Being all alloy frame it was quite uncomfortable to ride (lots of road buzz and vibrations). And I would suggest you steer clear of any Sora and Tiagra components (and Campy equivalents like Mirage and one other). Look at something with full Shimano 105 (full front and rear) or full Campy Veloce as a starting point. And ideally frame with carbon forks and carbon seat/chain stays too. This would last you longer before you start thinking of upgrades and will ride better.

Having said all this - if this is first road bike and you are not sure if you will continue to ride then I guess it would make acceptable low risk starting point.


----------



## greenjp (May 8, 2005)

What models have you looked at? What's your price range? What kind of riding do you plan to do? 

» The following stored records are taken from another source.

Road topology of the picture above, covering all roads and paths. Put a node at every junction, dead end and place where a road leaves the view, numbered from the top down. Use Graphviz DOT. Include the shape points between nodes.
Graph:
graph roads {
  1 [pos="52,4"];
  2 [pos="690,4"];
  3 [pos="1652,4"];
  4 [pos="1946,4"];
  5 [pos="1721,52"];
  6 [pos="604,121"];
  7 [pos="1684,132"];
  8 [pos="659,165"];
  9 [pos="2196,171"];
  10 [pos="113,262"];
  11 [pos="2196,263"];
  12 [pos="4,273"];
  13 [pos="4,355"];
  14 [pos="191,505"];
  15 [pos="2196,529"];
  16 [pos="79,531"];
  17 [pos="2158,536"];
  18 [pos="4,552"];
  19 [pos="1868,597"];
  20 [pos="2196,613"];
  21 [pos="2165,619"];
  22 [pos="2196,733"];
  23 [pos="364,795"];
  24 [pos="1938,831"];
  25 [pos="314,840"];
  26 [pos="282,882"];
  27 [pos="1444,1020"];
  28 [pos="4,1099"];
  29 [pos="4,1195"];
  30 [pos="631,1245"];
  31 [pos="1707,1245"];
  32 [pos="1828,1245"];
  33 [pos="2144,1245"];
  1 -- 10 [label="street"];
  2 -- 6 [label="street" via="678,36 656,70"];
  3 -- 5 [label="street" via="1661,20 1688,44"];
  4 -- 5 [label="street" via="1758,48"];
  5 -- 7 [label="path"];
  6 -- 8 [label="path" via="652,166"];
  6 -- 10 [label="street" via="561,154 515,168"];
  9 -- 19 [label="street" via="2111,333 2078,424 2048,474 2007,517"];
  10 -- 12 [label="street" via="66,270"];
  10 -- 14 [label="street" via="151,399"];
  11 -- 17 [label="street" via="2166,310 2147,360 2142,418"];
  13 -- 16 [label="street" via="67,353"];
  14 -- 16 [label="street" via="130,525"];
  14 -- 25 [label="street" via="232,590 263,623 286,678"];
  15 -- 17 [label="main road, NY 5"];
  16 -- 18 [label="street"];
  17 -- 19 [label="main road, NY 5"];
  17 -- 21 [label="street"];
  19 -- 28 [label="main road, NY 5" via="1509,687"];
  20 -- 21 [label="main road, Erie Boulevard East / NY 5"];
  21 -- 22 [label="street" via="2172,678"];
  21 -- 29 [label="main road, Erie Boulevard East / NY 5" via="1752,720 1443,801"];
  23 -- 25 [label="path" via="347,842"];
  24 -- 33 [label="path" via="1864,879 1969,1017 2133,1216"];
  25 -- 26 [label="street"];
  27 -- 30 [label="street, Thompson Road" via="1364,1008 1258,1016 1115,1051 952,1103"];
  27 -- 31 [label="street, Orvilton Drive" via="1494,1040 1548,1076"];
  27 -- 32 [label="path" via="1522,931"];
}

At the lower end of any of the big manufacturer's lines, you'll find quality bikes that have brand name bits for the most part. Good bikes that will likely serve you well. Giant, Trek, Specialized, etc. 

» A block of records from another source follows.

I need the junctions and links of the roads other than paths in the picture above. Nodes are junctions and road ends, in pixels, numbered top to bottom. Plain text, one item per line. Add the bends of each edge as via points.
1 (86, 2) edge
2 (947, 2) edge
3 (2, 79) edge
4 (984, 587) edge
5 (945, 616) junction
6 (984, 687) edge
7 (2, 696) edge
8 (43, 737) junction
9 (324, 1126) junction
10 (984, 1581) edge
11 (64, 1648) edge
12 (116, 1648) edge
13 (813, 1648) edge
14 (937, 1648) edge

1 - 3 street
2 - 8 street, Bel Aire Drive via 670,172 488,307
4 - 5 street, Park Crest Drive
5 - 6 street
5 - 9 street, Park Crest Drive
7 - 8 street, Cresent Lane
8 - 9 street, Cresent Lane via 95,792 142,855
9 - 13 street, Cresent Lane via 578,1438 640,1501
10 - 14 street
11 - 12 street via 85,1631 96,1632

That said, even a brand's least expensive bike ("only" $600) is still a lot of money. You'd be well served to shop around, look at bikes from several brands, and find out what spending a couple hundred extra bucks might get you. It may be worth it for you, it may not. 

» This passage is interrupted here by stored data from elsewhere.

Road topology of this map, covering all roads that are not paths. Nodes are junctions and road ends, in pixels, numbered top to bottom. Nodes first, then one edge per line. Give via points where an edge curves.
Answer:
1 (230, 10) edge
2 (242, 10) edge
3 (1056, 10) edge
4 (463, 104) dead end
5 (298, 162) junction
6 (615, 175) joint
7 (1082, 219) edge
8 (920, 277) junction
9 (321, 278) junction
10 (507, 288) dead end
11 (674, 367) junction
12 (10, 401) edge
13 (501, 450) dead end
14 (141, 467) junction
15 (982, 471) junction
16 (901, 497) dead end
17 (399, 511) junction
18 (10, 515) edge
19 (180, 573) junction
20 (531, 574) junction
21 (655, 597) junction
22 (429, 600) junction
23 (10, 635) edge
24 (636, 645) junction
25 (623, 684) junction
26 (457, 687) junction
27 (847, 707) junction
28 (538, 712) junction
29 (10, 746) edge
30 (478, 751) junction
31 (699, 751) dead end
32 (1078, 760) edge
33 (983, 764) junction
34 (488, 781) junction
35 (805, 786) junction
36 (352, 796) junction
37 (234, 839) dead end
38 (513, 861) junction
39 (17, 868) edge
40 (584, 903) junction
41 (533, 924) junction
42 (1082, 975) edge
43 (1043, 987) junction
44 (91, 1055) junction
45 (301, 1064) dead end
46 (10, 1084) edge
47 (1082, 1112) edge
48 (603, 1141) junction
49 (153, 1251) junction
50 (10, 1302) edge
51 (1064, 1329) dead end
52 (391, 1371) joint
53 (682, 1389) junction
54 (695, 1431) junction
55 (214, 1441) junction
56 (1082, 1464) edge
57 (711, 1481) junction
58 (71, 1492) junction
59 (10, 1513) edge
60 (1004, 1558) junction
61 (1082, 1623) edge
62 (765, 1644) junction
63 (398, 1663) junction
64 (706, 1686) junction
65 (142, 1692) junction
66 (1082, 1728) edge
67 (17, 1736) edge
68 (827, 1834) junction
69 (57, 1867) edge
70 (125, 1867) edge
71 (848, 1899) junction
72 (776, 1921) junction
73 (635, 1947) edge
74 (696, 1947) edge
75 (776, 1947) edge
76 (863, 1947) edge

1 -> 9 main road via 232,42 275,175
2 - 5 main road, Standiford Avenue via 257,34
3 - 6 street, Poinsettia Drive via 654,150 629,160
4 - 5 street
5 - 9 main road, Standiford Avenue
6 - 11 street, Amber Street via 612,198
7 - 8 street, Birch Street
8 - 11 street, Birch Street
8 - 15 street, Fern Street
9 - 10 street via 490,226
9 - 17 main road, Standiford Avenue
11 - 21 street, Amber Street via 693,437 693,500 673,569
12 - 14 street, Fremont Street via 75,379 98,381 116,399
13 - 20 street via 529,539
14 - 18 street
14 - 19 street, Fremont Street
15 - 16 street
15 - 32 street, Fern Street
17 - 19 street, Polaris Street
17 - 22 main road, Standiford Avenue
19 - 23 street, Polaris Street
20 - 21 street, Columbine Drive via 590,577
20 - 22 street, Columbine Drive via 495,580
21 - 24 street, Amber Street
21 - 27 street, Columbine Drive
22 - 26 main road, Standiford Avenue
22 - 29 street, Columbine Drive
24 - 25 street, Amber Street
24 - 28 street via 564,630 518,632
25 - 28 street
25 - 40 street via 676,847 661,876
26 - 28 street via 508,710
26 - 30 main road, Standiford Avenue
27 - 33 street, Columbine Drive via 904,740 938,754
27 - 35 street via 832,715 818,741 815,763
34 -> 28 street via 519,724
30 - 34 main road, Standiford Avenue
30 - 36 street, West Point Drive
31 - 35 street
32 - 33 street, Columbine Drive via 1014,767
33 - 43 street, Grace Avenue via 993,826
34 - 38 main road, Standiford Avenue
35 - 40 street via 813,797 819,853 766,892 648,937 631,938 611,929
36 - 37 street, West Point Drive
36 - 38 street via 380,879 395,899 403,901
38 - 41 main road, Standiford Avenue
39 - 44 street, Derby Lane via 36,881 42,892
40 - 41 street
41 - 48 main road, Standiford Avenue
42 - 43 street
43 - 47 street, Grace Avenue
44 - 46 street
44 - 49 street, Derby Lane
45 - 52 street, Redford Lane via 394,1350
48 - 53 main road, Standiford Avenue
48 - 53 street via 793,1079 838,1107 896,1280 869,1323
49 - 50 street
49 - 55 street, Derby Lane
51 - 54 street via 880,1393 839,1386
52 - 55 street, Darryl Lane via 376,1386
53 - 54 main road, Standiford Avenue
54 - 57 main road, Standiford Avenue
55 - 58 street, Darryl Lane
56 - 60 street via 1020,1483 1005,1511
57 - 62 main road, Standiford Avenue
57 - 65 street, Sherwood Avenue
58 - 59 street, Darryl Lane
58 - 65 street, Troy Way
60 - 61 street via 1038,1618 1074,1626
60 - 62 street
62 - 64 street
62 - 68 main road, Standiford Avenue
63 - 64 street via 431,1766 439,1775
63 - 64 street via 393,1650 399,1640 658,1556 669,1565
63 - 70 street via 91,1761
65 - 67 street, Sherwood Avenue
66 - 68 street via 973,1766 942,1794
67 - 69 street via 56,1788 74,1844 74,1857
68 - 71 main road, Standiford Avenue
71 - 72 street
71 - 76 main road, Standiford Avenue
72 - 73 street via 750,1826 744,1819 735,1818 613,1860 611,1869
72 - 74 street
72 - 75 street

For instance, a Giant OCR2, at $800 (MSRPs here) has Tiagra & 105 components. Same for the $880 Trek 1200. Consensus seems to be that there's a big quality jump when you go to the 105 level stuff. A $1,000 OCR1 has 105 & Ultegra, an $1,100 Trek 1500 is all 105. Excellent stuff and quite a value. 

Don't forget to budget for a helmet, riding clothes, spares, etc. 

jeff


----------



## Dave Riley (Sep 22, 2005)

I bought a pre-carbon fork trek 1000 (could have been a 2003 model...I got a very good deal - around $400) as my 1st bike when I made the descision to crosstrain more, and to try a triathlon.

I knew what I was getting...an entry level bike with inexpensive components. I reasoned that if I really got into it (i.e. biking/tri's), I'd have plenty of opportunity to spend additional cash on better equipment in the future. To make a long story short, I now own 3 bikes - my Trek, a Specialized hardtail mountain bike for off-road riding/training, and a Cervelo Dual Triathalon bike (great bike for the $ - nice frame and quality components). I'm going to upgrade mt road bike in 2006 . Right now the Giant TCR Composite 2 looks pretty nice, but I've never ridden one and still need to do a lot more "research."

Getting back to the Trek 1000, it's been an absolutely GREAT bike. I've put at least 5000 miles on it without ANY major problems. I've ridden it hard, on flats and major hills. Done several century + rides. I don't ride it in the winter (I live in upstate NY) but I do use it a lot during the winter on my fluid trainer. I'm not real meticulous, but I usually wipe the bike down after most rides, clean and lubricate the chain regularly, I've replaced the chain a few times, and I don't abuse it by riding off curbs etc. The only parts that I immediately changed after purchase were the saddle (the stock saddle was horrible) and the pedals. I put on inexpensive Look clipless pedals. I added a clip-on aero bar, a frame pump, and a small under seat saddle bag for extra tubes, levers, and a multi-tool.

I've actually been looking at 2005 Trek 1000's as a gift for my 28 year old son, and I couldn't believe how much nicer these models ar with the addition of carbon fors and a much nicer wheelset. If I'm not mistaken, the newer 1000's come with Tiagra which is an upgrade from the Sora components on mine. The other posters make some good points, but, based on my experience, the Trek 1000 is a GREAT bike. I'm sure that I was lucky and happened to get an especially solid bike, but I do know 2 other people that have 1000's who are happy with them.

It's funny, but when I started looking to buy that bike I was SHOCKED at the prices of bikes. I'm 52 and remember the cost of bikes back when we all rode fatter than fat tire bikes. Now I'm desensitized to it all and don't think that the guy who plunks down 5 grand for his bike is a nut...as I did a few years ago. My wife, on the other hand is very supportive, but she thinks I'm a Lunatic. I work a second job one night a week so that I can buy my toys with a minimum degree of guilt.
Dave
Enjoy your riding on whatever machine you purchase.


----------